A côté, on n'en oublie pas non plus les incroyables capacités du personnage et sa stature de quasi-Dieu, évoquée à la fois dans des scènes express d'action qui attestent de sa toute puissance. Bendis traite la chose avec un certain sérieux, ce qui donne un ressort comique puisque Superman se retrouve presque incapable de mener une tâche à bien sans devoir secourir quelqu'un ou affronter une créature. Une thématique assez commune pour le personnage, mais qui est explicitée ici efficacement.
L'idée du surhomme, et de sa responsabilité envers le reste du monde trouve une autre illustration dans un (curieux) échange entre Clark et Martian Manhunter. Un dialogue qui sonne un peu à côté pour ce dernier, laissant quelques doutes sur les intentions de Bendis de ce côté là. Ca reste, au cours de la lecture, parmi les petites pistes que l'auteur met peu à peu, avant de verser dans une certaine facilité avec un cliffhanger (trop) classique de premier numéro. Qui aura toujours ce même effet : la surprise fonctionne sur le coup, mais le recul fait qu'on voit les limites du procédé. On ne reprochera pas à Bendis de vouloir que ses lecteurs reviennent le mois prochain, mais le procédé n'est pas à la hauteur de sa réputation.
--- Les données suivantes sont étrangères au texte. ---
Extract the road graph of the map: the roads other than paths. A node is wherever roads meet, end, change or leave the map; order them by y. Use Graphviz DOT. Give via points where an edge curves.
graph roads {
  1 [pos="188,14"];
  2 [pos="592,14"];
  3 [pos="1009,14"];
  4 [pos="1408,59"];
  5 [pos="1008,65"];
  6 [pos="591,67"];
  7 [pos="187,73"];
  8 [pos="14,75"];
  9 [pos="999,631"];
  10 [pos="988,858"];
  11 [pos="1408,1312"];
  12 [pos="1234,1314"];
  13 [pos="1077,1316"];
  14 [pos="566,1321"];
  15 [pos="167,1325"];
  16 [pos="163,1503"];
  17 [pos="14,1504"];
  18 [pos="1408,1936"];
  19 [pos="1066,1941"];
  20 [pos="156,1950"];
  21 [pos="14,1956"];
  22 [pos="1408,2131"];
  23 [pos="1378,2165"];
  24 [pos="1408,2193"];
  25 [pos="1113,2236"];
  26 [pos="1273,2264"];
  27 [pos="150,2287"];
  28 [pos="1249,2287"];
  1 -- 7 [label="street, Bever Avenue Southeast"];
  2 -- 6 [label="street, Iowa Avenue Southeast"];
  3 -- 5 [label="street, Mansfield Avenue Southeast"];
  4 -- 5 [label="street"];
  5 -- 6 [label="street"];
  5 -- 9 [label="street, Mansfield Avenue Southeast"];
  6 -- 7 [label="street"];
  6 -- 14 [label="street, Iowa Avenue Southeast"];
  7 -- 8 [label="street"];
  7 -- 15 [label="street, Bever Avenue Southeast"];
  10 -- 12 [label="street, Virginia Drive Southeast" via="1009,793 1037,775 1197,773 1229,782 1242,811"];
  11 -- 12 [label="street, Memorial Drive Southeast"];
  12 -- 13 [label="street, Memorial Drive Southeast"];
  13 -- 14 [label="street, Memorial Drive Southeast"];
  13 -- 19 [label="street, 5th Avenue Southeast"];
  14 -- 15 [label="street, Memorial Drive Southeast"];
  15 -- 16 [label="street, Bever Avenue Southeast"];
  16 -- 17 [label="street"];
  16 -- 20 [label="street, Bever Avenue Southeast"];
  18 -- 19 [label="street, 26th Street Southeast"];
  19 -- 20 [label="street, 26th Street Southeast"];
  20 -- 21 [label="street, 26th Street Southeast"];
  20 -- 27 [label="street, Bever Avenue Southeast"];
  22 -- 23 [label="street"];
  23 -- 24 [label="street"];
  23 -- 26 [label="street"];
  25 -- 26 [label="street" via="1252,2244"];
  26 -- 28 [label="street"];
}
Plusieurs tics du scénariste sont par ailleurs bien reconnaissables, dans la construction de certaines scènes, où un numéro qui reste là aussi assez décompressé. Le format d'une vingtaine de planches n'aide pas forcément, surtout quand le rythme de publication reste mensuel, et c'est ici qu'on aperçoit ce qui pourrait être un premier piège pour ce nouveau Superman. Malgré les petites nouveautés apportées (ici, on construit une nouvelle Forteresse de Solitude), force est de convenir qu'on pourrait attendre un peu plus de développement. Mais pour ceux qui ne sont pas allergiques au style de l'auteur, qui met du coeur à l'ouvrage à donner toute son humanité au Kryptonien, et à le faire resplendir, alors il n'y a que peu de doutes : Superman #1 est un premier pas dans une bonne direction.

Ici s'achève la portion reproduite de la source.